**PROMPT:** Down to the last line, copy the records below without any change.

**Records contained in a dataset:**
BEGIN

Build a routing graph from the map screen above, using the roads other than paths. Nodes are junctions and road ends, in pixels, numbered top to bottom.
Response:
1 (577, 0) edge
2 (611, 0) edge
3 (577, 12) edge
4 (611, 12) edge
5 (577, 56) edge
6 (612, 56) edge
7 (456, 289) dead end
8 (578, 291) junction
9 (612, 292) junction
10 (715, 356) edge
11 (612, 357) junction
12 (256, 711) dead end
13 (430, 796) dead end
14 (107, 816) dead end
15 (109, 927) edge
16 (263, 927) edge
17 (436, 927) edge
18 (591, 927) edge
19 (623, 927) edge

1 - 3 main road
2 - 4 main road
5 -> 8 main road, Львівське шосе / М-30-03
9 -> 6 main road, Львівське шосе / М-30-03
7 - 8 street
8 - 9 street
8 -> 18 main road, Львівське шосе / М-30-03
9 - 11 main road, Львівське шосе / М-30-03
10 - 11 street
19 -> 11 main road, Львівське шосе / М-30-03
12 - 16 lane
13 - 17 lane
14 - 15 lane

END

**SOLUTION FOR THIS PROBLEM:**
Build a routing graph from the map screen above, using the roads other than paths. Nodes are junctions and road ends, in pixels, numbered top to bottom.
Response:
1 (577, 0) edge
2 (611, 0) edge
3 (577, 12) edge
4 (611, 12) edge
5 (577, 56) edge
6 (612, 56) edge
7 (456, 289) dead end
8 (578, 291) junction
9 (612, 292) junction
10 (715, 356) edge
11 (612, 357) junction
12 (256, 711) dead end
13 (430, 796) dead end
14 (107, 816) dead end
15 (109, 927) edge
16 (263, 927) edge
17 (436, 927) edge
18 (591, 927) edge
19 (623, 927) edge

1 - 3 main road
2 - 4 main road
5 -> 8 main road, Львівське шосе / М-30-03
9 -> 6 main road, Львівське шосе / М-30-03
7 - 8 street
8 - 9 street
8 -> 18 main road, Львівське шосе / М-30-03
9 - 11 main road, Львівське шосе / М-30-03
10 - 11 street
19 -> 11 main road, Львівське шосе / М-30-03
12 - 16 lane
13 - 17 lane
14 - 15 lane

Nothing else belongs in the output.